Professor Amadi at the Nigerian Science Prize award ceremony in Lagos in October 2023

Professor Amadi discusses his work to provide frugal Medical Technology for low & middle-income countries and how Nigeria has influenced his research.

Who is Professor Amadi?

I am Hippolite Amadi, and I am a Medical Engineer. I studied Mechanical and Production Engineering at undergraduate level. Then, I studied Production Engineering Management at a postgraduate level before I came to Imperial College to start my Engineering in Medicine training. I then conducted a PhD in Orthopaedics, specialising in shoulder biomechanics, but I had a broad interest in the survival of newborn babies.

So, you could see me as an Orthopaedic Biomechanics Specialist by training. Still, through my passion and practice, I'm now better known globally as a researcher in neonatal technologies and global neonatal mortality reduction.

Exploring neonatal technologies and neonatal mortality reduction in Nigeria

As a child and young man, I thought it was improper that neonates were dying. I felt I could use my engineering knowledge to help, but my education in medicine was limited.

That’s how I came to Imperial. I wanted to take part in medical training that would have a quick benefit and was worried that I would have to start right back at the beginning of the educational journey. I preferred to join the medical family midway, and Imperial College allowed me to do this.  

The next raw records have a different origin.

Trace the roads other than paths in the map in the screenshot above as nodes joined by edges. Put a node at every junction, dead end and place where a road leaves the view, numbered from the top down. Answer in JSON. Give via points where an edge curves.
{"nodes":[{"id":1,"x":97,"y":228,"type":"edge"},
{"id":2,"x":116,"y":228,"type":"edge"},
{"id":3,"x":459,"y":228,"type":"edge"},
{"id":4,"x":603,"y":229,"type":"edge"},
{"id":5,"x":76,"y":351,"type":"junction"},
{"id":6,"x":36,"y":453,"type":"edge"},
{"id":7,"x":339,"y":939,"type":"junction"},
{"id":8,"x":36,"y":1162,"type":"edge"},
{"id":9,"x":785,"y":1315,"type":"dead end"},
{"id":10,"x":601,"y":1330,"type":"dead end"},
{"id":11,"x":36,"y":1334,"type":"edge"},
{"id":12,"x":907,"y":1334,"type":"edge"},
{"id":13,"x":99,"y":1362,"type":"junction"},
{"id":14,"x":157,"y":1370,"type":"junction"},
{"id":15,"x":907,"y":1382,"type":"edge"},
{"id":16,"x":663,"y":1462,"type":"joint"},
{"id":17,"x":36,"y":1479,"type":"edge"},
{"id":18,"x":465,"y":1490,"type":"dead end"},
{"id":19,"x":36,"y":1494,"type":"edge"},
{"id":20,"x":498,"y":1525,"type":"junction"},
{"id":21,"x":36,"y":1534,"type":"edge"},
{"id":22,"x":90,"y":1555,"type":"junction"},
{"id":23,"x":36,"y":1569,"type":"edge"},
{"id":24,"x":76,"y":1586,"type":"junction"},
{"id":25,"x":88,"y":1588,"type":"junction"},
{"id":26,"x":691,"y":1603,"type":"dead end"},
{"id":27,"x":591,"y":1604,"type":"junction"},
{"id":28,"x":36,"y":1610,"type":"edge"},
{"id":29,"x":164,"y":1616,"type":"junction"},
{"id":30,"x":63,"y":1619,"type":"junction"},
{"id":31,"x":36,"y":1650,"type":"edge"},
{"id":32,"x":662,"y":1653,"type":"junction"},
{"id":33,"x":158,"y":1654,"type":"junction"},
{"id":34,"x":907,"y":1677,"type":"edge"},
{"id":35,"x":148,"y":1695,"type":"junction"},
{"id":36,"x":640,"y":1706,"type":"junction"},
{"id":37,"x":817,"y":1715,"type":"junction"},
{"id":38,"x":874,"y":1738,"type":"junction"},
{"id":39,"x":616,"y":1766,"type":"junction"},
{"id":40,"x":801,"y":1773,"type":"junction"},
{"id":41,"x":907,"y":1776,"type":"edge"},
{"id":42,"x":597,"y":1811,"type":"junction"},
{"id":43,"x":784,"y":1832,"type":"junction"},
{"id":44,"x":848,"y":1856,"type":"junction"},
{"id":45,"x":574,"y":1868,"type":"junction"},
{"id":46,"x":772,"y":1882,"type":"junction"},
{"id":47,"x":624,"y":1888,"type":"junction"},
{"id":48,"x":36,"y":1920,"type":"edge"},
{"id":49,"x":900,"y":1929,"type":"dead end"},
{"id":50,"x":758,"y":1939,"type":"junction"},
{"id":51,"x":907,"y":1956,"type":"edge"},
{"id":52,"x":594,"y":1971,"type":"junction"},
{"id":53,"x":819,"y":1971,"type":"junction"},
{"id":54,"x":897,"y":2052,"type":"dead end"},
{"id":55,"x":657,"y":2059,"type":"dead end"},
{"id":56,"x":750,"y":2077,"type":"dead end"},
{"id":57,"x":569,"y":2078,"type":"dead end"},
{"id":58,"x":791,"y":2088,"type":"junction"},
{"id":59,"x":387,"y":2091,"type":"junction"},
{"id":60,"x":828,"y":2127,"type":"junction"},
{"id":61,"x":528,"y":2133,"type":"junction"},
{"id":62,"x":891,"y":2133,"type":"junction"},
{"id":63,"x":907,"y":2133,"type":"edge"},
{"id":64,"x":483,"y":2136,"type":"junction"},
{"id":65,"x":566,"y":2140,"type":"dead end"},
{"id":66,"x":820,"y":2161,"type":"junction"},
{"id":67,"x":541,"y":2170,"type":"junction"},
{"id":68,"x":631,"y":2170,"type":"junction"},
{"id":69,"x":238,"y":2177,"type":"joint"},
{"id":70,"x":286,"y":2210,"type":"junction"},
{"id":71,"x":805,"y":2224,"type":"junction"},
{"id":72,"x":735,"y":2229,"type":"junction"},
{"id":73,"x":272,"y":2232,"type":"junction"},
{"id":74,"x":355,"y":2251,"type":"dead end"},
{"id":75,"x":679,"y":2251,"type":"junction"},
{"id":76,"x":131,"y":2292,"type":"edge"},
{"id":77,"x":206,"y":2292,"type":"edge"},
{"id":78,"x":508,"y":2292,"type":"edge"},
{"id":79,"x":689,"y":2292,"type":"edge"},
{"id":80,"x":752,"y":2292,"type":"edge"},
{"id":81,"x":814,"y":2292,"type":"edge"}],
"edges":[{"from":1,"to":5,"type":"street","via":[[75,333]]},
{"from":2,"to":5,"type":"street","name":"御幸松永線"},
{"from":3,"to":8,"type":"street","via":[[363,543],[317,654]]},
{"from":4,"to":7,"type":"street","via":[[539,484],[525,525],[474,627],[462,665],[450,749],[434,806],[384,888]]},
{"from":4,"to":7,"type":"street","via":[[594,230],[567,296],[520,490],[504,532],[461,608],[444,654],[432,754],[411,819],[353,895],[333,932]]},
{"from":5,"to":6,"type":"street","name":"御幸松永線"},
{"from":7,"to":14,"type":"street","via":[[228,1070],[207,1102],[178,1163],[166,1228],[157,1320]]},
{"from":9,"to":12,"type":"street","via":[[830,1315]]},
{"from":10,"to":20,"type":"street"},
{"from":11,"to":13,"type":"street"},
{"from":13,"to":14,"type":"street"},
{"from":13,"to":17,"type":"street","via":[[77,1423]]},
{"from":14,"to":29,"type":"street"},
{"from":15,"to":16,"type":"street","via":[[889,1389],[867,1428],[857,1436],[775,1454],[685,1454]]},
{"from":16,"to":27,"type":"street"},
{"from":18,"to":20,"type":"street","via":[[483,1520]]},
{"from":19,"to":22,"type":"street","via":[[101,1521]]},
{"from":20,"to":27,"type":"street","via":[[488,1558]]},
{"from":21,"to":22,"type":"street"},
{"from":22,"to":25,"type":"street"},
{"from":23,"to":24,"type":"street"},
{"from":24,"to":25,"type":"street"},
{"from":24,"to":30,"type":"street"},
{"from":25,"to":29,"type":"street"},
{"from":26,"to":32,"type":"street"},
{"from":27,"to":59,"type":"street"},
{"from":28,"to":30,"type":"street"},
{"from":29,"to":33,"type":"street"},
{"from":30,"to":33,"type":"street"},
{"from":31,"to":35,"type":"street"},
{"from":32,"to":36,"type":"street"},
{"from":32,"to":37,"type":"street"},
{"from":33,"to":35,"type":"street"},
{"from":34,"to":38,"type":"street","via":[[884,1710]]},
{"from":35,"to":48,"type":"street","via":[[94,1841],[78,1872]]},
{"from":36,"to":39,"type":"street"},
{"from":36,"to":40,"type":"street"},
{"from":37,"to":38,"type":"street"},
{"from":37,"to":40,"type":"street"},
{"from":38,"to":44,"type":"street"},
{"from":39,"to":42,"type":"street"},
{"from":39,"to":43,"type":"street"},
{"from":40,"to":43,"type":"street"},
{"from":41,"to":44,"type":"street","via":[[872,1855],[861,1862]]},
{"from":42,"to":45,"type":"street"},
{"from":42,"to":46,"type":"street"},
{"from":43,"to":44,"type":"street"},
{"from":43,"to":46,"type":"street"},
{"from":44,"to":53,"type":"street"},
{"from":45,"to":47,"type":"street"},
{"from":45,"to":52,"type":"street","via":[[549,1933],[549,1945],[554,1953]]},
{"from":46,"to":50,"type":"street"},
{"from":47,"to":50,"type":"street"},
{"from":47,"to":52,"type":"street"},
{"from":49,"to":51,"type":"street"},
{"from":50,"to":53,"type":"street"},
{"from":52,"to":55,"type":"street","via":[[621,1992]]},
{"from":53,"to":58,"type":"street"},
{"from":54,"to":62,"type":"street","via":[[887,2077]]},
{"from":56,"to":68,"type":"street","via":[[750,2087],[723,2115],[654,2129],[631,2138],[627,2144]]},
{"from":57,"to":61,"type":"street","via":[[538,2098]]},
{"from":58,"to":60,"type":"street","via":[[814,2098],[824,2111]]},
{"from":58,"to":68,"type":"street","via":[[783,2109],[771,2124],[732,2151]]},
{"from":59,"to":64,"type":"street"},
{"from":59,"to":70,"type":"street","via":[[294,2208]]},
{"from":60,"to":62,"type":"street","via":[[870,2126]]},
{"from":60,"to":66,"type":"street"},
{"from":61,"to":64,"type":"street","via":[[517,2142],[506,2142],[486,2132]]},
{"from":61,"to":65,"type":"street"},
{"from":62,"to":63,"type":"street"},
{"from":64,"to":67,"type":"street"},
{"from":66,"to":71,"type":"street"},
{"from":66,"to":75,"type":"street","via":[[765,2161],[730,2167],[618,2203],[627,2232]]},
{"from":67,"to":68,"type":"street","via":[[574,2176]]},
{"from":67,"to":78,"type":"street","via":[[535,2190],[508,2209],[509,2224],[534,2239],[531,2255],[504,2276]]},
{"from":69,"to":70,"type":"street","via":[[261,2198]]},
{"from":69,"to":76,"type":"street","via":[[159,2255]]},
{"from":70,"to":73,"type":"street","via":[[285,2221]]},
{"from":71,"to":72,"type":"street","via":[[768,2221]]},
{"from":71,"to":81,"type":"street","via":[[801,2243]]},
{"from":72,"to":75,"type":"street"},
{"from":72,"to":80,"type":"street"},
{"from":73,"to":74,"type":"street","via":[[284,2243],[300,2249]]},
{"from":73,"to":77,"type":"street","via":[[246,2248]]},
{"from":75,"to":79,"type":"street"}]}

My mentor at the time, Professor Bob Schroter, who described himself as an “elderly, soon-to-retire academic who couldn’t deal with my academic energy”, introduced me to Professor Anthony Bull. Bob informed me that Anthony, who he felt could match my energy, could train me in orthopaedics and then after my training, I could translate this knowledge and apply it to paediatrics. After completing my PhD, I navigated myself back to neonatology, implementing everything I learned under Professor Bull.

My vision is to rid Nigeria of the bad reputation of a high neonatal mortality rate, and I’m proud to say that I have essentially done that. Professor Hippolite Amadi

Now, I’m not just creating medical devices for neonatal practice. I am also passionate about resource-constrained places of the world and developing medical procedures bound by anatomy, neonatal anatomy, and physiology. I also work to create antidotes and technological interventions to close the gaps during medical treatment that are causing newborn babies to die. My vision is to rid Nigeria of the bad reputation of a high neonatal mortality rate, and I’m proud to say that I have essentially done that.


Receiving recognition from the people and Government of Nigeria

Being recognised by my country of origin with the Nigeria Prize for Science 2023 for my solar-powered non-invasive neo-natal ventilator was a big deal for me.

A Nigerian proverb loosely says, “There is no honour that will be grounded until your people have given you that honour.” Throughout my career, I've been celebrated on the global stage, but until now, the only place I haven’t received proper recognition has been Nigeria. So, some would say this is long overdue, and finally, it's happened in a way I never expected!

“There is no honour that will be grounded until your people have given you that honour.” Nigerian proverb

I wasn't expecting the accolade through the channel that it did.  Nigeria Liquified Natural Gas (NLNG) Limited, the company that funds the Nigeria Prize for Science, is in the oil and gas industry and has no direct links with engineering in medicine. So, you'd think that industries in Medicine, Science and Technology, which are big ministries in Nigeria, would be the ones to lead the way.

However, when showcasing my research and its impact on Nigerian society, NLNG and their judges got far more than they expected when assessing me, as I only submitted my technologies for respiratory support for newborn care. But that is just 23% of all the frugal neonatal interventions I have innovated for neonatal survival in the country. Hence, I have covered all the segments of support that make up the “neonatal rescue scheme (NRS)”, as I like to call it.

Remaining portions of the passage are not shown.